Tombant à genoux devant l'énorme gueule qui le surplombait; le conteur se mit à crier :
- Ne me mangez-pas ! Ne me mangez-pas !
Il aurait continué à supplier sans le rire qu'il entendit. Non seulement, il entendit la bête rire mais il dut s'accrocher à ce qu'il comprenait être ses écailles pour ne pas tomber, tellement ce rire secouait tout le grand corps sur lequel il était monté.
- Je ne voulais pas faire mal, je voulais juste retrouver la geste des dragons.
En entendant cela, la bête s'arrêta brusquement.

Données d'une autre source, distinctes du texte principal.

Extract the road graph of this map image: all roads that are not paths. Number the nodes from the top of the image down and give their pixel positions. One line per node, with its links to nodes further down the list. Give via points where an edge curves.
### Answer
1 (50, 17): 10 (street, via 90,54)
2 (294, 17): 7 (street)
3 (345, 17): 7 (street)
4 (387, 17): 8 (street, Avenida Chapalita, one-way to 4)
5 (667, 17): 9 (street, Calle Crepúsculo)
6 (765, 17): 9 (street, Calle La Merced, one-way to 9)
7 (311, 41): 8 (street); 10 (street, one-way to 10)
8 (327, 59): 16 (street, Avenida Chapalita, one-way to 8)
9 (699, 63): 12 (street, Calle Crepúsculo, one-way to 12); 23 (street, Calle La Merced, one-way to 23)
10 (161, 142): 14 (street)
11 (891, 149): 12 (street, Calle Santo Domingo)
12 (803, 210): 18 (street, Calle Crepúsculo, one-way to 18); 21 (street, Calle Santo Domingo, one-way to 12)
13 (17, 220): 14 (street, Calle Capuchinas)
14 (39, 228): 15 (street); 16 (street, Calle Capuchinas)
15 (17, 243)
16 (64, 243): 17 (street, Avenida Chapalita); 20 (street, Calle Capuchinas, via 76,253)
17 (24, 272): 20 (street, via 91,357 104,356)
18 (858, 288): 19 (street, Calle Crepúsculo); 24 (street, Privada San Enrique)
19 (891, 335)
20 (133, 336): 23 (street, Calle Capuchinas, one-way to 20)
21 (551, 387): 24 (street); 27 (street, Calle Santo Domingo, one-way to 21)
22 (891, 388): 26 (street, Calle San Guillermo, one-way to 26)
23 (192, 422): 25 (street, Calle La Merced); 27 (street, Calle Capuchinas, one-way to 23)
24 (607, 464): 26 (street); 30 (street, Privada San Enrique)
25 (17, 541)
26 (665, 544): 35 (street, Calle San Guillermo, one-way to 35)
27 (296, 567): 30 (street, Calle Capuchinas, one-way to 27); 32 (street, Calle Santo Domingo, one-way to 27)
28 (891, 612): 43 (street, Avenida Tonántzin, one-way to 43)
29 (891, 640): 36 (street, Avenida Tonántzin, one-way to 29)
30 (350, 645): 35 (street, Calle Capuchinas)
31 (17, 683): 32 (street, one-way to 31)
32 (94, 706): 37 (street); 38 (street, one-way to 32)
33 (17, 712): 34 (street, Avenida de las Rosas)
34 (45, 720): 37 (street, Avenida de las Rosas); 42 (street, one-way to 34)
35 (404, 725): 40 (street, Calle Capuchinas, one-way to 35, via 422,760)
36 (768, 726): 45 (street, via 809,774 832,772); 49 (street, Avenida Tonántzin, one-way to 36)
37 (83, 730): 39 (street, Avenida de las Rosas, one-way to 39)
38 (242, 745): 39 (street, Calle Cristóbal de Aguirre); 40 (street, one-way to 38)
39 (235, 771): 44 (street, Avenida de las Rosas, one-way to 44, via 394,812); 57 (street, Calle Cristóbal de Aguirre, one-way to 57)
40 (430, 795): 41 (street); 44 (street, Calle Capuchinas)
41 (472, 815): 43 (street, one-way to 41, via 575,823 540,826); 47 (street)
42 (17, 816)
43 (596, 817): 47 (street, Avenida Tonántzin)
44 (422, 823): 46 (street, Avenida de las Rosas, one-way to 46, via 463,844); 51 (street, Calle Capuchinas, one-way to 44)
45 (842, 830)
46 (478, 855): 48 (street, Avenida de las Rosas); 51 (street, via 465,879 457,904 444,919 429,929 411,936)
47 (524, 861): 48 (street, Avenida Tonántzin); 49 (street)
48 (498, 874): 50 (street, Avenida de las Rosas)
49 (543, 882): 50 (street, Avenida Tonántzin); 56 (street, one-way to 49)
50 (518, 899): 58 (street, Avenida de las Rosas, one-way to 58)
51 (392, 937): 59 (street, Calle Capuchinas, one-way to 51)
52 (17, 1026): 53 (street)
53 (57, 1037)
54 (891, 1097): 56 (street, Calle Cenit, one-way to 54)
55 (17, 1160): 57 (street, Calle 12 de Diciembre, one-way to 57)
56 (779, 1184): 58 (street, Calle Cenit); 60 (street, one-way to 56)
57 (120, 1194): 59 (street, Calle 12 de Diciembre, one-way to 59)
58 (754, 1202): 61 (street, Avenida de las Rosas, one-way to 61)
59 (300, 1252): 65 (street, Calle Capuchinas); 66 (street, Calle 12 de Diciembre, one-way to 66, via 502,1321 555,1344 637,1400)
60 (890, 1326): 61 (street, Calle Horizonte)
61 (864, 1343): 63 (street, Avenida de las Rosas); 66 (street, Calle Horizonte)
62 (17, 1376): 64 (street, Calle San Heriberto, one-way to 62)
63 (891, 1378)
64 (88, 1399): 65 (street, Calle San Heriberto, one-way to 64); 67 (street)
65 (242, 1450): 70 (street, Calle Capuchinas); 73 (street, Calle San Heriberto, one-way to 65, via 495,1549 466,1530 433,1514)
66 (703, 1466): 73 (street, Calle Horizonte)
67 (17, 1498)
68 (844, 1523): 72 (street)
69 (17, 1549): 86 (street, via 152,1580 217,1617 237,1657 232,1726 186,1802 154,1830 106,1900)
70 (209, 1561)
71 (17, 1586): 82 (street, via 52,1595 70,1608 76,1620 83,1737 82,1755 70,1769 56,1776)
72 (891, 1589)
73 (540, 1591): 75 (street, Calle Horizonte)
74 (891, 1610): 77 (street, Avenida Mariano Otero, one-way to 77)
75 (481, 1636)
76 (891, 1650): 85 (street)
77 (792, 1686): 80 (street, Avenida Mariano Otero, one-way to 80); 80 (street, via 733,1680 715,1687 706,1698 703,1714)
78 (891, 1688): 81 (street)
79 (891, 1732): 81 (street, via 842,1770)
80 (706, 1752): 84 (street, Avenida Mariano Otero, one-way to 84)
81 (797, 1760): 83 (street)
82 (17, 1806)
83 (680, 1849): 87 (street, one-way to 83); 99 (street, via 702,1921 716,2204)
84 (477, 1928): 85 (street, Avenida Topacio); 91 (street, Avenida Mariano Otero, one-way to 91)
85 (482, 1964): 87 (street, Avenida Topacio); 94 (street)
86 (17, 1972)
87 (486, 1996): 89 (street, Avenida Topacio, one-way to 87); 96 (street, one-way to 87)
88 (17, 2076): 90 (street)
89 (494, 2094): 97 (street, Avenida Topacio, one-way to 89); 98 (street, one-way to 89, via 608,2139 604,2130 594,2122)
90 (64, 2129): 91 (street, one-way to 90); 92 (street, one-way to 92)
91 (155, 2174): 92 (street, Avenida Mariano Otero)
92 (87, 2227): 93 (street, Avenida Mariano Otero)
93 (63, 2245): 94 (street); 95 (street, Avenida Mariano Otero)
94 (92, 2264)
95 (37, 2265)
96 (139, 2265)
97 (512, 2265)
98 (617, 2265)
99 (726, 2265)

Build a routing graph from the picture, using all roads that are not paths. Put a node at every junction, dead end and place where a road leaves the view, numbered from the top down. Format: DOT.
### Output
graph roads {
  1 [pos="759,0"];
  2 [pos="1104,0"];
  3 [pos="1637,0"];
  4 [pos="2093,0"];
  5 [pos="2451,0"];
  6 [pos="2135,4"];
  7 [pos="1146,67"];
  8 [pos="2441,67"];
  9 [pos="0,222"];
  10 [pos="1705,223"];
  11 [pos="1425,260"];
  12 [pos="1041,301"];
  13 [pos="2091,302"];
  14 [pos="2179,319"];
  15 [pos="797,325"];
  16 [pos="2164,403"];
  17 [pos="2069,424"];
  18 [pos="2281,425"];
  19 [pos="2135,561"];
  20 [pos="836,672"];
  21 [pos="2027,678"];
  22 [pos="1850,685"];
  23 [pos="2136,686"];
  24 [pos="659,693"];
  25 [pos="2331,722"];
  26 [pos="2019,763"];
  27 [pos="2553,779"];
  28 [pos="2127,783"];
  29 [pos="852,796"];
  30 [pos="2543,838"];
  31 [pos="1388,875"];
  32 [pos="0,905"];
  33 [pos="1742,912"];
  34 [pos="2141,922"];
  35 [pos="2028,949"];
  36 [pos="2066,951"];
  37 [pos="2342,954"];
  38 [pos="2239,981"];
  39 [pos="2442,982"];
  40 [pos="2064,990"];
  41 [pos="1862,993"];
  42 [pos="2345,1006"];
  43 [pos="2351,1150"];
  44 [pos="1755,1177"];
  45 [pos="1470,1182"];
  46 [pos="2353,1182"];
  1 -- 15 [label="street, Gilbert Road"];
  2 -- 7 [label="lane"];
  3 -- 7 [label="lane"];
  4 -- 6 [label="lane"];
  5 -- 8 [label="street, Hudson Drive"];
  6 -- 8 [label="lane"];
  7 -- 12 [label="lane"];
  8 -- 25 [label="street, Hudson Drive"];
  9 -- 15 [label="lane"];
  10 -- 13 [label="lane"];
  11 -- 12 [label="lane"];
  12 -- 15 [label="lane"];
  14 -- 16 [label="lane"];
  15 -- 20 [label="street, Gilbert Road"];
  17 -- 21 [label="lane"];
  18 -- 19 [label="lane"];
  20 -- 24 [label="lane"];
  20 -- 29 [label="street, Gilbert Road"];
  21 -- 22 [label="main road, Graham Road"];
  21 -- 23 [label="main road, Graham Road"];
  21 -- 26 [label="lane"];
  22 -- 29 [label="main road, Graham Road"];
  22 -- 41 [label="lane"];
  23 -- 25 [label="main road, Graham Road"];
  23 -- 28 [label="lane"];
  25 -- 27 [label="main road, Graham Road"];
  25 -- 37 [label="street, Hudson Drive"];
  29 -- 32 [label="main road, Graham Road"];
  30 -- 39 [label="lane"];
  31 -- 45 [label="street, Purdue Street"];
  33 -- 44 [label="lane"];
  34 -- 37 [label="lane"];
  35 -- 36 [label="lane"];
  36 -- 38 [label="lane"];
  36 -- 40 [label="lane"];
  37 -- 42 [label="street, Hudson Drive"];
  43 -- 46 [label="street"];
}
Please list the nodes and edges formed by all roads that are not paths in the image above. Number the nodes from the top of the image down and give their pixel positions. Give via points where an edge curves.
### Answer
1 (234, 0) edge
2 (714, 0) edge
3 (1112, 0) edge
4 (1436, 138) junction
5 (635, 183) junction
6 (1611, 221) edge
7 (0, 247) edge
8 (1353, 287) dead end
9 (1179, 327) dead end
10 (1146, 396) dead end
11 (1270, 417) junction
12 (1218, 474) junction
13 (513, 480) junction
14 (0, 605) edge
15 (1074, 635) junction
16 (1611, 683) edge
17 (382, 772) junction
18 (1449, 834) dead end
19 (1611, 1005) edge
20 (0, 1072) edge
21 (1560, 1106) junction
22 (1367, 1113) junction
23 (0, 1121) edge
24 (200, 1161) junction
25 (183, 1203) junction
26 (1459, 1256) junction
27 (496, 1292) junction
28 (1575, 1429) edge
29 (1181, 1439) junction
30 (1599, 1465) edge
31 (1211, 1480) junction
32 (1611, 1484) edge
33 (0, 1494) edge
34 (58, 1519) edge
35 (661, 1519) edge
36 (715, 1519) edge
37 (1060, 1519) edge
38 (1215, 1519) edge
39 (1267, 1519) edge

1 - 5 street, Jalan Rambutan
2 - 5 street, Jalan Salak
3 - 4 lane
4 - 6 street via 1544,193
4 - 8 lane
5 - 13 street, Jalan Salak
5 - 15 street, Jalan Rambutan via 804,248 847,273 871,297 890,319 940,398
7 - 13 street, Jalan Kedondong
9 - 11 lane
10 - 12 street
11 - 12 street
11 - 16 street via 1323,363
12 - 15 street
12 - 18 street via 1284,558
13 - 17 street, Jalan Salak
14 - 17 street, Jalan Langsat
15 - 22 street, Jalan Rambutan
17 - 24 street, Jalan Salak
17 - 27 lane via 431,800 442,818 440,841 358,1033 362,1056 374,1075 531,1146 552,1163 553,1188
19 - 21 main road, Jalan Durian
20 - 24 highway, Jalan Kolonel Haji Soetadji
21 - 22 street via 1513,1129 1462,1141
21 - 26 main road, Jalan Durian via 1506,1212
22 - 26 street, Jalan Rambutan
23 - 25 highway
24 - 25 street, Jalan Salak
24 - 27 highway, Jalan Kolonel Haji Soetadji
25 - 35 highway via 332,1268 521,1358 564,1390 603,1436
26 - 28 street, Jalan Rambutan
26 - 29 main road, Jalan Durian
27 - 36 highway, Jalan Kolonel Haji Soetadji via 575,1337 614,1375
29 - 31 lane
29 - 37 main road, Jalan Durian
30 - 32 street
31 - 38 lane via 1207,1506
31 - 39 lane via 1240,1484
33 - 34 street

- Tu cherches la geste des dragons ?
- Oui, je l'ai sue mais ma mémoire me fait défaut.
- Alors regarde-moi, être debout.
Les yeux de la bête devinrent comme de l'or fondu. Le conteur ne pouvait s'empêcher de fixer ce regard qui le pénétrait. Le monde extérieur sembla disparaître...
Quand il se réveilla, le conteur se dit qu'il avait fait un rêve étrange. Un jeune dragon lui avait parlé, lui racontant toute la geste dont il avait besoin pour la fête des rencontres. Sstanch avait raison, cet endroit était très bien pour se remémorer les souvenirs. Maintenant, il se rappelait toute la légende des dragons. Il avait même l'impression d'en avoir touché un. Mais c'était sûrement dans son rêve. Il décida que la clairière devrait se nommer clairière du dragon. Il récupéra son courdy et décida de rentrer en ville. Le vent pouvait tomber, il était prêt.